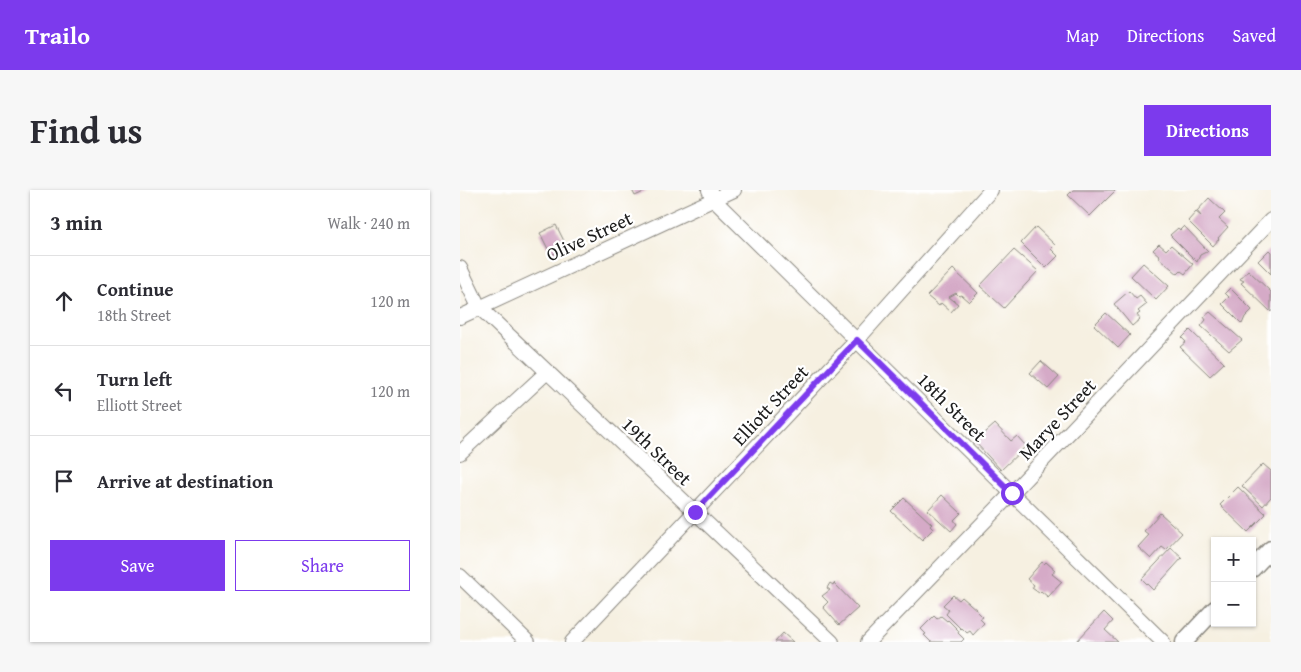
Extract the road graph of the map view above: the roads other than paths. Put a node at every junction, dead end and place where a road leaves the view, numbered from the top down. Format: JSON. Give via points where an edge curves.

---

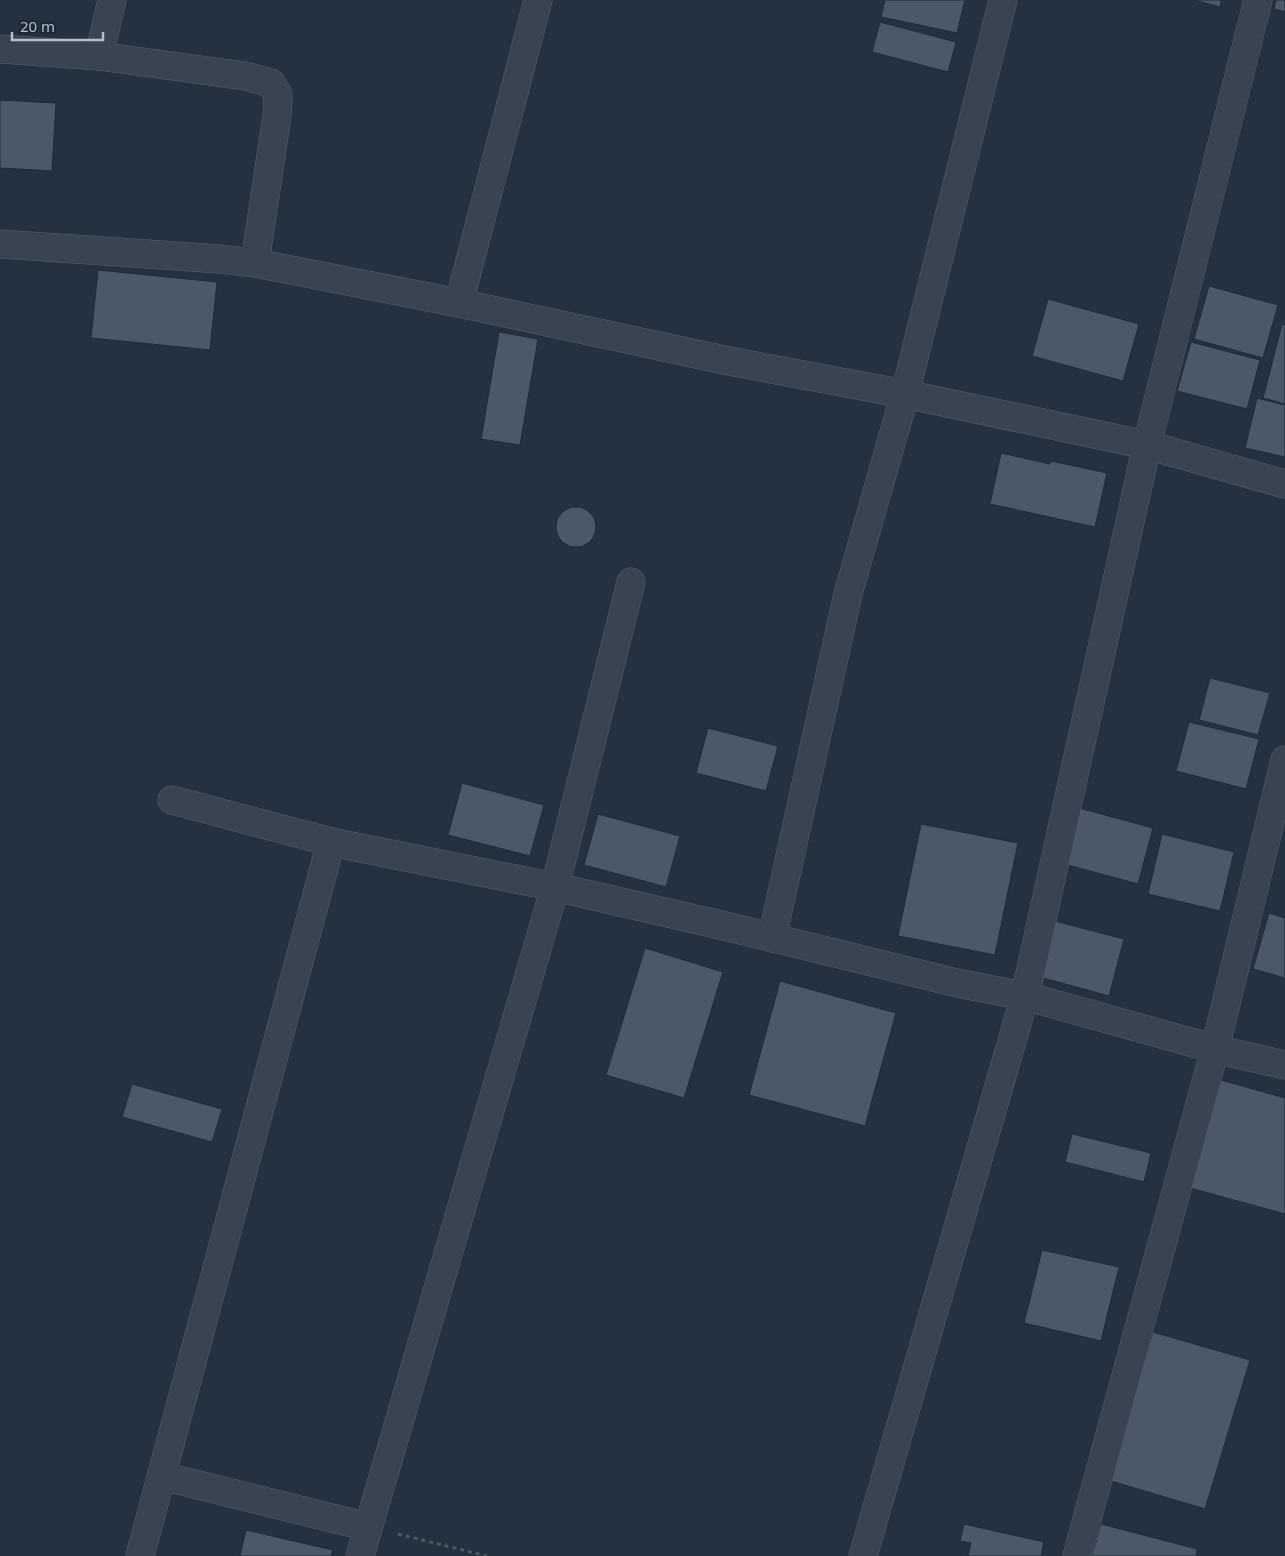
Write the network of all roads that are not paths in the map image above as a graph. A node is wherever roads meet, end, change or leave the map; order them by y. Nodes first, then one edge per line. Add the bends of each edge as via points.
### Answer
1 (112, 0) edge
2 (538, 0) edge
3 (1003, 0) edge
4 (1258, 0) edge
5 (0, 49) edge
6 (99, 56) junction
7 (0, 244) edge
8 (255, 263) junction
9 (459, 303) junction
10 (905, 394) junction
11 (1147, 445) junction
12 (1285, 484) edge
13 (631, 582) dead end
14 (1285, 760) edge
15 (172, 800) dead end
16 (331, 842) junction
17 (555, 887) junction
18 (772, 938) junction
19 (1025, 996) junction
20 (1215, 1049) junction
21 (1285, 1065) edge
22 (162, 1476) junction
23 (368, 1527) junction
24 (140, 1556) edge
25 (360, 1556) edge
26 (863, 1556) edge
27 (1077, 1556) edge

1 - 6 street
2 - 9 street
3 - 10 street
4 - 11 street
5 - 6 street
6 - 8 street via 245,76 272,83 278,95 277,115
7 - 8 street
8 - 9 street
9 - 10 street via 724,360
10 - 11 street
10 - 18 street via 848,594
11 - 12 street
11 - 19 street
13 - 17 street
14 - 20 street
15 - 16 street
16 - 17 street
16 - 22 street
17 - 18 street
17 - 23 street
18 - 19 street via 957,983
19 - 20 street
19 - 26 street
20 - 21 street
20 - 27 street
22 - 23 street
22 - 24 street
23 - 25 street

Exercise aim
A line belongs in the answer if it contains the word "above"; please copy each such line from the material.

Your response
Extract the road graph of the map view above: the roads other than paths. Put a node at every junction, dead end and place where a road leaves the view, numbered from the top down. Format: JSON. Give via points where an edge curves.
Write the network of all roads that are not paths in the map image above as a graph. A node is wherever roads meet, end, change or leave the map; order them by y. Nodes first, then one edge per line. Add the bends of each edge as via points.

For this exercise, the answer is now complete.